’Tis to be owned that the brunt falls always on the woman. Whosoever’s was the crime of Eden, our first Mother’s daughters are reckoned the defaulters and must pay in heart and body.
Diana writ dutifully to her mother, now removed with her husband to Maidstone in Kent, and had a letter in return beseeching her rather to return to her stepfather’s roof than so involve her good name.
“Bethink you,” the letter continued, “that with the reputation you have made at Mr. Gay’s playhouse, you’ll never lack for bread and plenty and may hope an excellent marriage one of these days. ’Tis to be allowed the stage has its dangers, but prudence and courage (which your father’s daughter should not lack) will bear you through as it has done to the present. Marriage is and must ever be your object.”

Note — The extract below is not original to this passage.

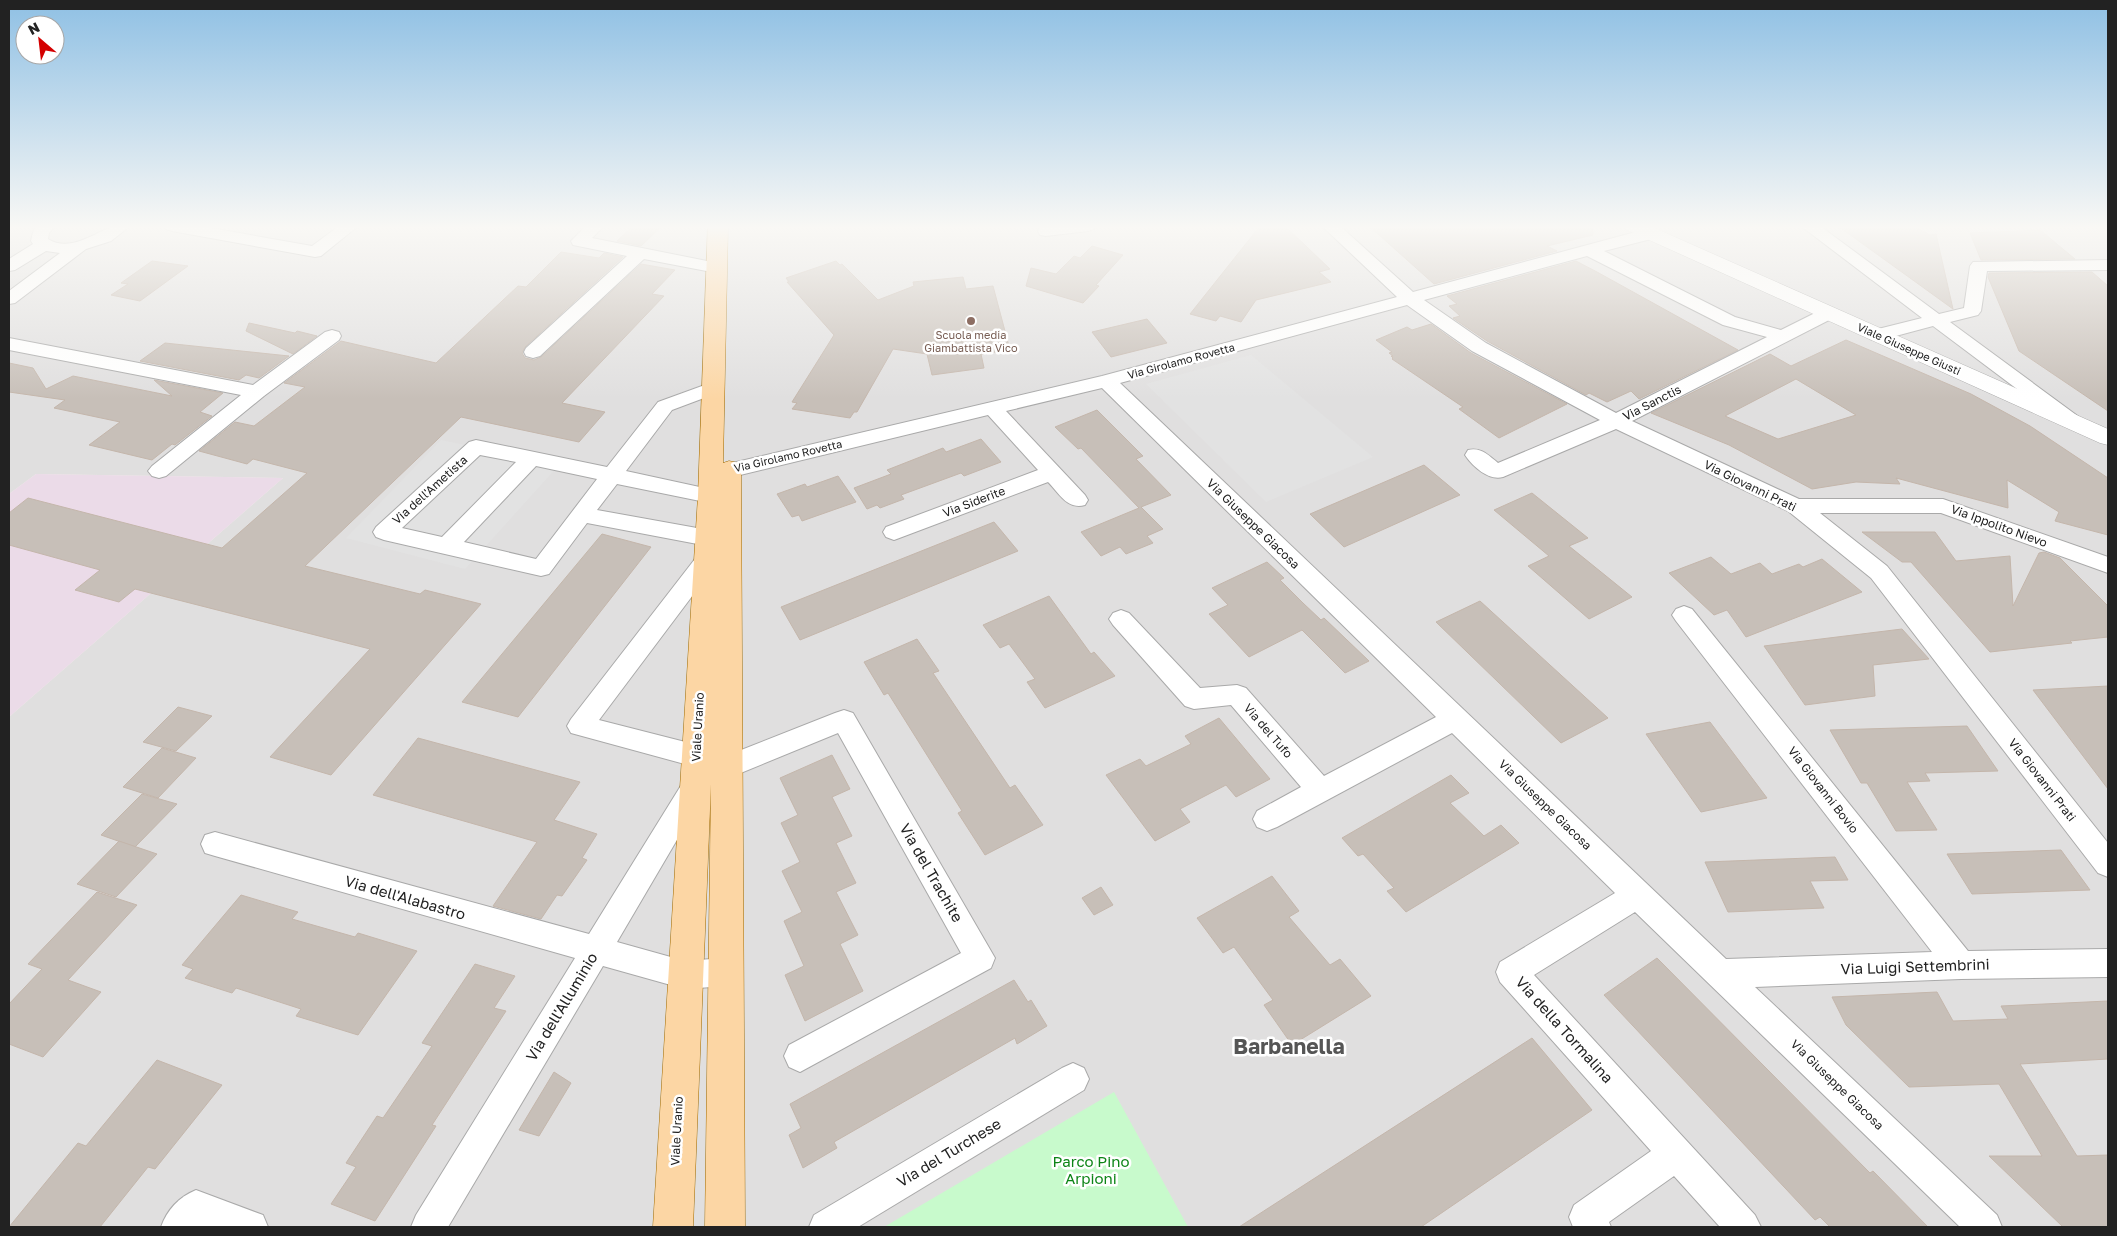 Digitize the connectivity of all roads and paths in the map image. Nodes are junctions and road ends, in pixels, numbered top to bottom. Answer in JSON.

And with much more to the same purpose did the mother instruct her daughter,—thus concluding:
“I would have you build no hope on the Duke’s promise to marry, for when men have attained their wishes by an easier road, marriage is the most nauseous word to them, and furthermore his greatness and riches make it an impossibility from which reason and all his friends will turn him. If you hold out against him your chance is the better, as things desired and withheld grow the more valuable. I would therefore have you by no means break with him but observe a careful chastity that shall enhance your worth, and if, as I hear, her Grace’s health be infirm, your constancy may meet its return. A waiting patience is therefore what I would have you practise.”

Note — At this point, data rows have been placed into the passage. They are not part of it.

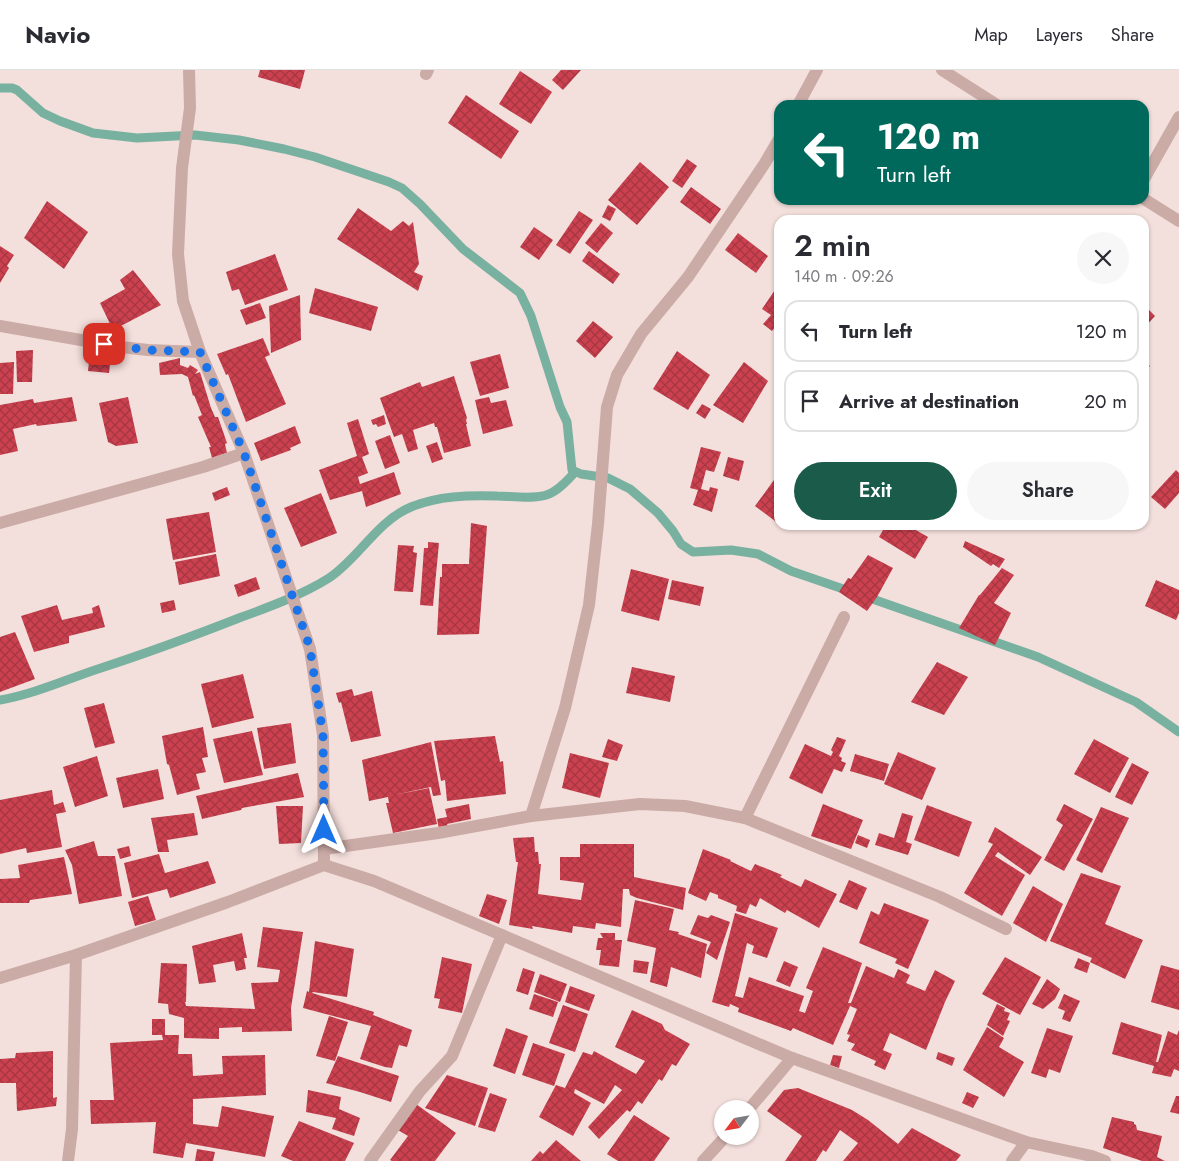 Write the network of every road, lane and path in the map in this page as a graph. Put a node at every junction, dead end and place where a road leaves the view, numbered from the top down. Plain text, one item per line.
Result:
1 (189, 70) edge
2 (817, 70) edge
3 (942, 70) edge
4 (801, 100) edge
5 (989, 100) edge
6 (1179, 117) edge
7 (774, 148) edge
8 (1149, 170) edge
9 (1149, 202) edge
10 (1179, 221) edge
11 (0, 326) edge
12 (200, 352) junction
13 (244, 453) junction
14 (0, 523) edge
15 (844, 617) dead end
16 (531, 816) junction
17 (745, 818) junction
18 (324, 850) junction
19 (324, 865) junction
20 (1006, 929) dead end
21 (502, 935) junction
22 (76, 955) junction
23 (0, 978) edge
24 (792, 1058) junction
25 (757, 1100) edge
26 (1026, 1142) junction
27 (718, 1145) edge
28 (68, 1161) edge
29 (370, 1161) edge
30 (703, 1161) edge
31 (1012, 1161) edge
32 (1105, 1161) edge

1 - 12 street
2 - 4 street
3 - 5 street
6 - 8 street
7 - 16 street
9 - 10 street
11 - 12 street
12 - 13 street
13 - 14 street
13 - 18 street
15 - 17 street
16 - 17 street
16 - 18 street
17 - 20 street
18 - 19 street
19 - 21 street
19 - 22 street
21 - 24 street
21 - 29 street
22 - 23 street
22 - 28 street
24 - 25 street
24 - 26 street
26 - 31 street
26 - 32 street
27 - 30 street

There was a further suggestion that if, in all honour, his Grace should settle an income on her, on her concession of giving up the playhouse to please him, it might well be accepted as a return for her sacrifice.
And so ended. The writing was the hand of her mamma, but she knew the sentiments for those of Mr. Fenton and liked them the less. ’Twas obvious he had no expectations from the Duke’s bounty. To her this must appear base and ungenerous and tinged with a low cunning she could not commend in herself should she follow it.
But lest this be partiality she laid the letter before her Duchess, on the day of their parting.
“Pah!” cries her Grace, flicking it on the floor. “Take it away, Diana. It reeks of—I won’t say what, because your mamma writ it if she did not think it. If virtue is to be a marketable commodity let it be open dealing, say I, and not served like a French ragoût with a sauce of cant. By these few and simple prescriptions you may become as cunning and accomplished a little wanton as lives in Drury Lane, and this even within the bounds of marriage. I protest I know women honourably married in the world’s eye that I hold contemptible for the very ring’s sake that shields them. O child, we know much of what our teachers tell us in these matters and on the other side have nothing but the promptings of our own love and honesty, and ’tis hard to choose for very fear’s sake.”
“ ’Tis very hard,” agrees Diana sadly. “Indeed, Madam, love and trust are all my thought and to make his life more cheerful. As to marriage ’tis not to be thought on, and if I know my own heart, I may well bear censure. But once more I entreat your Grace to tell me before I go and the last step is taken, is it truly for his good? For, if you hesitate, I will not do it, though it cost me my life to refuse him. If I injure him I am undone indeed.”